I chose ‘The Choice’, which plumbed the depths of something we in IofC often refer to as ‘change must start with me ‘. I learnt about the Austrian philosopher Martin Buber's philosophy of dialogue based on the distinction between the 'I-Thou' and 'I-It' relationships. These represent two different attitudes. One is a relationship of mutuality and reciprocity while the other is one of separateness and detachment. It is a choice.
I was reminded of an early experience of change that continues to mark my life. I had developed a deep hatred and resentment towards a relative. When I reflected on the moral standard of ‘Absolute Love’, I felt that there was nothing that I wanted to do. I could not see any good coming out of the relationship. The last thing I wanted was to repair and restore this relationship.
I sought advice from an elderly, wise Scotsman whose story of change had both amused me and challenged my sense of courage. As I shared my desire to let things be, he asked, ‘How wrong do you think this person was?’ I replied, '99%'. He asked me to reflect on my 1% rather than focus on the other person's 99%. This was so logical that I was challenged to try.
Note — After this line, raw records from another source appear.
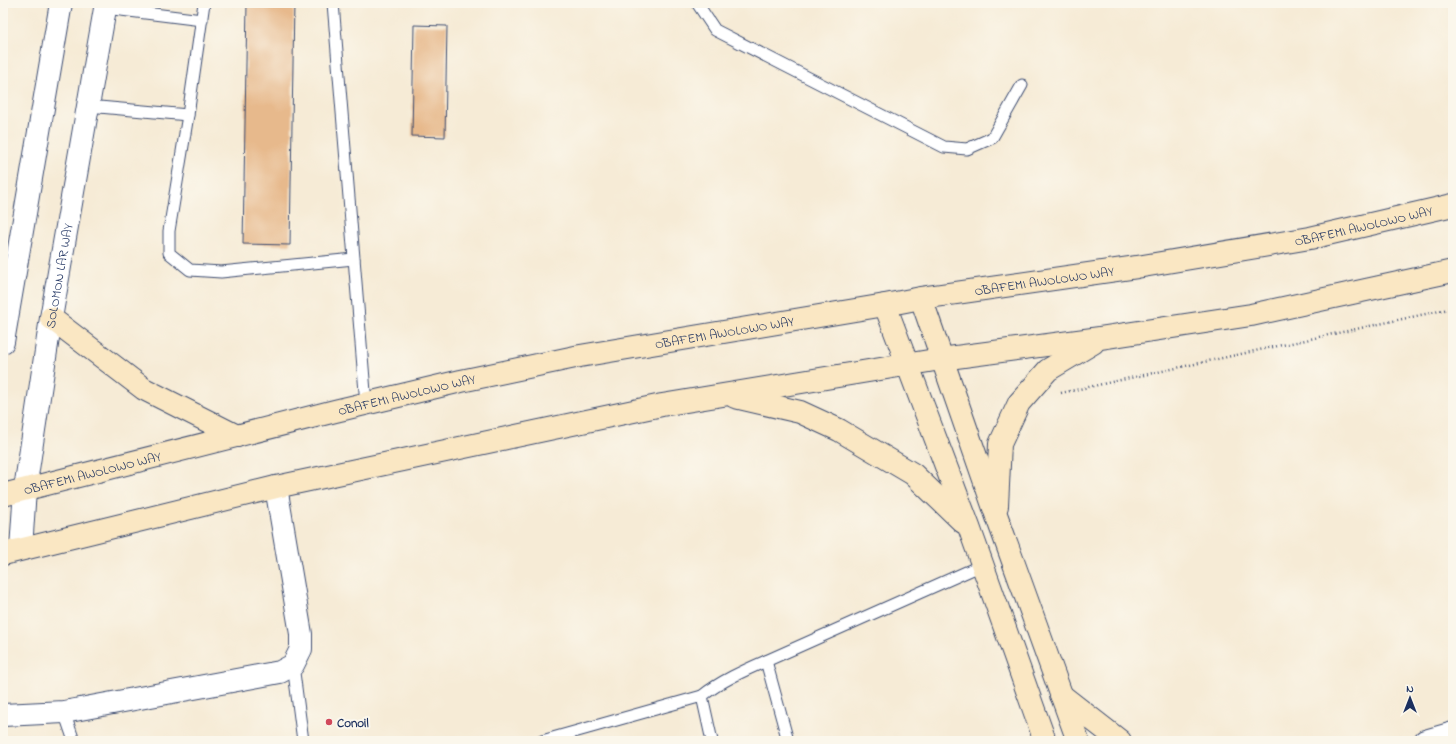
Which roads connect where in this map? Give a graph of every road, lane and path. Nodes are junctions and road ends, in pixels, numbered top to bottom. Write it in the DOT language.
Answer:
graph roads {
  1 [pos="61,3"];
  2 [pos="204,3"];
  3 [pos="333,3"];
  4 [pos="697,3"];
  5 [pos="105,5"];
  6 [pos="202,20"];
  7 [pos="1022,84"];
  8 [pos="88,106"];
  9 [pos="188,115"];
  10 [pos="1453,205"];
  11 [pos="354,259"];
  12 [pos="1453,271"];
  13 [pos="921,298"];
  14 [pos="885,305"];
  15 [pos="1453,308"];
  16 [pos="51,318"];
  17 [pos="1100,338"];
  18 [pos="3,342"];
  19 [pos="941,359"];
  20 [pos="906,365"];
  21 [pos="724,394"];
  22 [pos="1057,394"];
  23 [pos="366,404"];
  24 [pos="237,436"];
  25 [pos="276,487"];
  26 [pos="25,489"];
  27 [pos="3,495"];
  28 [pos="997,517"];
  29 [pos="968,527"];
  30 [pos="12,552"];
  31 [pos="982,565"];
  32 [pos="766,661"];
  33 [pos="293,665"];
  34 [pos="1061,695"];
  35 [pos="702,696"];
  36 [pos="64,712"];
  37 [pos="3,715"];
  38 [pos="1453,733"];
  39 [pos="74,741"];
  40 [pos="303,741"];
  41 [pos="542,741"];
  42 [pos="712,741"];
  43 [pos="788,741"];
  44 [pos="1045,741"];
  45 [pos="1078,741"];
  46 [pos="1120,741"];
  47 [pos="1425,741"];
  1 -- 18 [label="street"];
  2 -- 6 [label="lane"];
  3 -- 11 [label="lane"];
  4 -- 7 [label="lane"];
  5 -- 6 [label="lane"];
  5 -- 8 [label="street, SOLOMON LAR WAY"];
  6 -- 9 [label="lane"];
  8 -- 9 [label="lane"];
  8 -- 16 [label="street, SOLOMON LAR WAY"];
  9 -- 11 [label="lane"];
  10 -- 13 [label="main road, OBAFEMI AWOLOWO WAY"];
  11 -- 23 [label="lane"];
  12 -- 17 [label="main road"];
  13 -- 14 [label="main road, OBAFEMI AWOLOWO WAY"];
  13 -- 19 [label="main road"];
  14 -- 20 [label="main road"];
  14 -- 23 [label="main road, OBAFEMI AWOLOWO WAY"];
  15 -- 22 [label="path"];
  16 -- 24 [label="main road"];
  16 -- 26 [label="street, SOLOMON LAR WAY"];
  17 -- 19 [label="main road"];
  17 -- 28 [label="main road"];
  19 -- 20 [label="main road"];
  19 -- 28 [label="main road"];
  20 -- 21 [label="main road"];
  20 -- 29 [label="main road"];
  21 -- 25 [label="main road"];
  21 -- 29 [label="main road"];
  23 -- 24 [label="main road, OBAFEMI AWOLOWO WAY"];
  24 -- 26 [label="main road, OBAFEMI AWOLOWO WAY"];
  25 -- 30 [label="main road"];
  25 -- 33 [label="street"];
  26 -- 27 [label="main road, OBAFEMI AWOLOWO WAY"];
  26 -- 30 [label="street, SOLOMON LAR WAY"];
  28 -- 34 [label="main road"];
  29 -- 31 [label="main road"];
  31 -- 32 [label="lane"];
  31 -- 44 [label="main road"];
  32 -- 35 [label="lane"];
  32 -- 43 [label="lane"];
  33 -- 36 [label="street"];
  33 -- 40 [label="lane"];
  34 -- 45 [label="main road"];
  34 -- 46 [label="main road"];
  35 -- 41 [label="lane"];
  35 -- 42 [label="lane"];
  36 -- 37 [label="street"];
  36 -- 39 [label="lane"];
  38 -- 47 [label="street"];
}
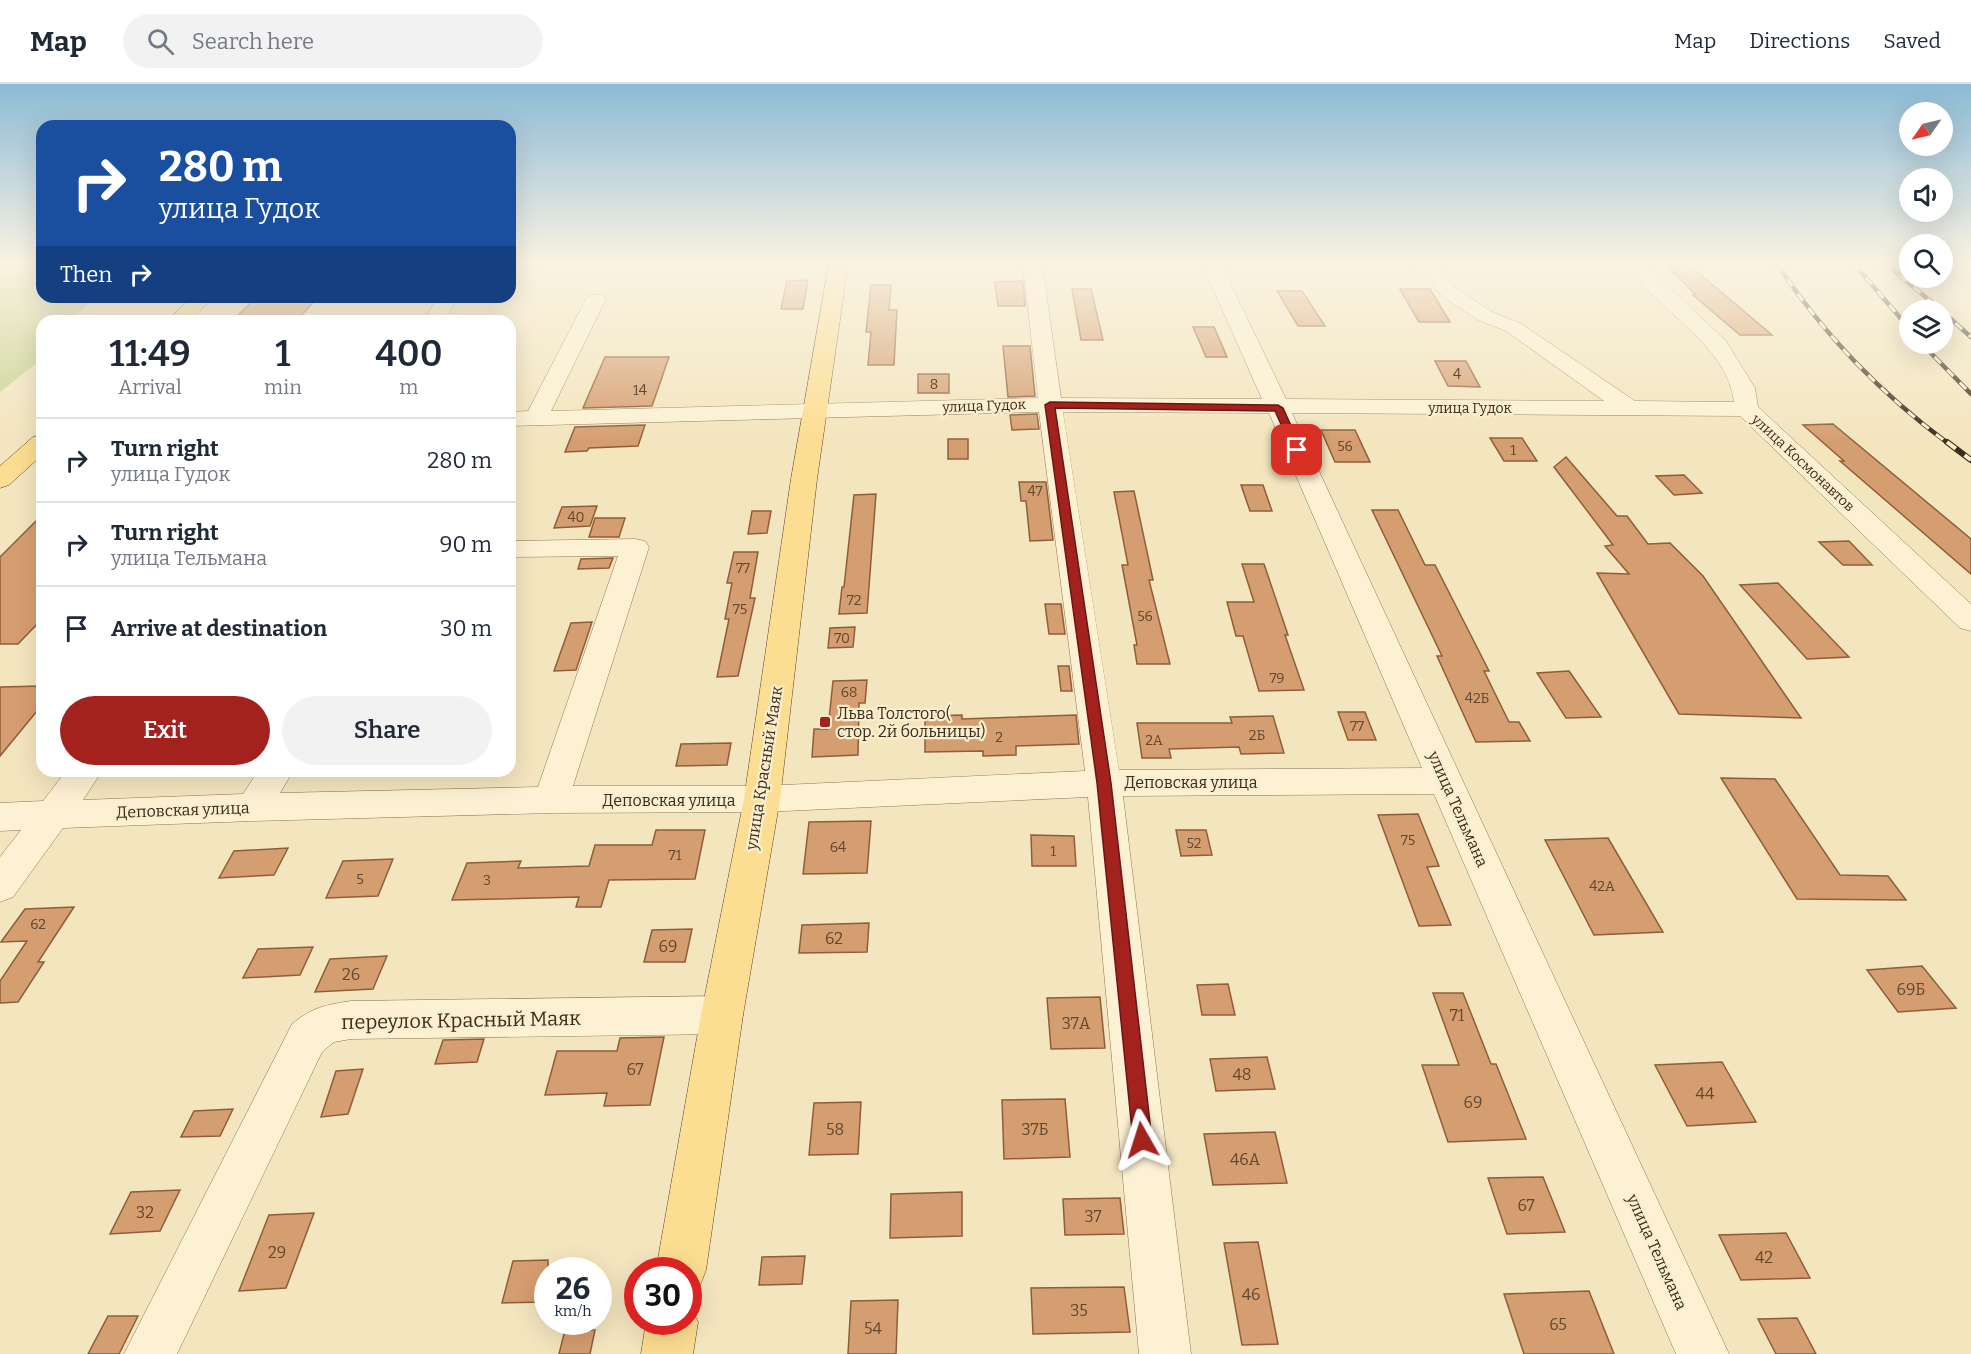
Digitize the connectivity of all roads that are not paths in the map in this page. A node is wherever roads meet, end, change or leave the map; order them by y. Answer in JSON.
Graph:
{"nodes":[{"id":1,"x":584,"y":323,"type":"edge"},
{"id":2,"x":829,"y":323,"type":"edge"},
{"id":3,"x":1040,"y":323,"type":"edge"},
{"id":4,"x":1239,"y":323,"type":"edge"},
{"id":5,"x":1503,"y":323,"type":"edge"},
{"id":6,"x":1694,"y":323,"type":"edge"},
{"id":7,"x":1050,"y":405,"type":"junction"},
{"id":8,"x":1278,"y":408,"type":"junction"},
{"id":9,"x":1629,"y":408,"type":"junction"},
{"id":10,"x":1746,"y":409,"type":"junction"},
{"id":11,"x":815,"y":411,"type":"junction"},
{"id":12,"x":537,"y":418,"type":"junction"},
{"id":13,"x":516,"y":419,"type":"edge"},
{"id":14,"x":36,"y":447,"type":"edge"},
{"id":15,"x":0,"y":480,"type":"edge"},
{"id":16,"x":516,"y":549,"type":"edge"},
{"id":17,"x":1971,"y":621,"type":"edge"},
{"id":18,"x":81,"y":777,"type":"edge"},
{"id":19,"x":272,"y":777,"type":"edge"},
{"id":20,"x":1446,"y":782,"type":"junction"},
{"id":21,"x":1104,"y":783,"type":"junction"},
{"id":22,"x":762,"y":799,"type":"junction"},
{"id":23,"x":551,"y":800,"type":"junction"},
{"id":24,"x":253,"y":807,"type":"junction"},
{"id":25,"x":54,"y":814,"type":"junction"},
{"id":26,"x":0,"y":817,"type":"edge"},
{"id":27,"x":0,"y":886,"type":"edge"},
{"id":28,"x":722,"y":1015,"type":"junction"},
{"id":29,"x":683,"y":1257,"type":"edge"},
{"id":30,"x":670,"y":1335,"type":"edge"},
{"id":31,"x":150,"y":1354,"type":"edge"},
{"id":32,"x":667,"y":1354,"type":"edge"},
{"id":33,"x":1165,"y":1354,"type":"edge"},
{"id":34,"x":1703,"y":1354,"type":"edge"}],
"edges":[{"from":1,"to":12,"type":"street"},
{"from":2,"to":11,"type":"main road","name":"улица Красный Маяк"},
{"from":3,"to":7,"type":"street"},
{"from":4,"to":8,"type":"street","name":"улица Тельмана"},
{"from":5,"to":9,"type":"street"},
{"from":6,"to":10,"type":"street","name":"улица Космонавтов"},
{"from":7,"to":8,"type":"street","name":"улица Гудок"},
{"from":7,"to":11,"type":"street","name":"улица Гудок"},
{"from":7,"to":21,"type":"street"},
{"from":8,"to":9,"type":"street","name":"улица Гудок"},
{"from":8,"to":20,"type":"street","name":"улица Тельмана"},
{"from":9,"to":10,"type":"street","name":"улица Гудок"},
{"from":10,"to":17,"type":"street","name":"улица Космонавтов"},
{"from":11,"to":12,"type":"street","name":"улица Гудок"},
{"from":11,"to":22,"type":"main road","name":"улица Красный Маяк"},
{"from":12,"to":13,"type":"street","name":"улица Гудок"},
{"from":14,"to":15,"type":"main road"},
{"from":16,"to":23,"type":"street"},
{"from":18,"to":25,"type":"street"},
{"from":19,"to":24,"type":"street"},
{"from":20,"to":21,"type":"street","name":"Деповская улица"},
{"from":20,"to":34,"type":"street","name":"улица Тельмана"},
{"from":21,"to":22,"type":"street","name":"Деповская улица"},
{"from":21,"to":33,"type":"street"},
{"from":22,"to":23,"type":"street","name":"Деповская улица"},
{"from":22,"to":28,"type":"main road","name":"улица Красный Маяк"},
{"from":23,"to":24,"type":"street","name":"Деповская улица"},
{"from":24,"to":25,"type":"street","name":"Деповская улица"},
{"from":25,"to":26,"type":"street","name":"Деповская улица"},
{"from":25,"to":27,"type":"street"},
{"from":28,"to":29,"type":"main road","name":"улица Красный Маяк"},
{"from":28,"to":31,"type":"street","name":"переулок Красный Маяк"},
{"from":30,"to":32,"type":"main road"}]}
The Choice course opened a window in my heart. At the very moment when I focused on my own wrongs I was able to convert what had become an 'I-It' relationship to an 'I-Thou' relationship. When I thought about things I had done and said about this person behind his back I felt convicted. Instead of the 99% blame I had assigned to him, I saw the wonderful things he had done for me. This helped me to take responsibility for what was more than my 1%. Later when I met him, it was a moment of mutual apology, forgiveness and reconciliation.
I realised what it is to be in ‘the box’ (an Arbinger analogy) and how this shapes my reactions. When I’m trapped in ‘the box’, all that I can see are ‘more boxed in reactions’. The course helped me to understand how one can emerge from such ‘boxed’ situations and how being ‘out of the box’ reveals responses that engender positive relationships.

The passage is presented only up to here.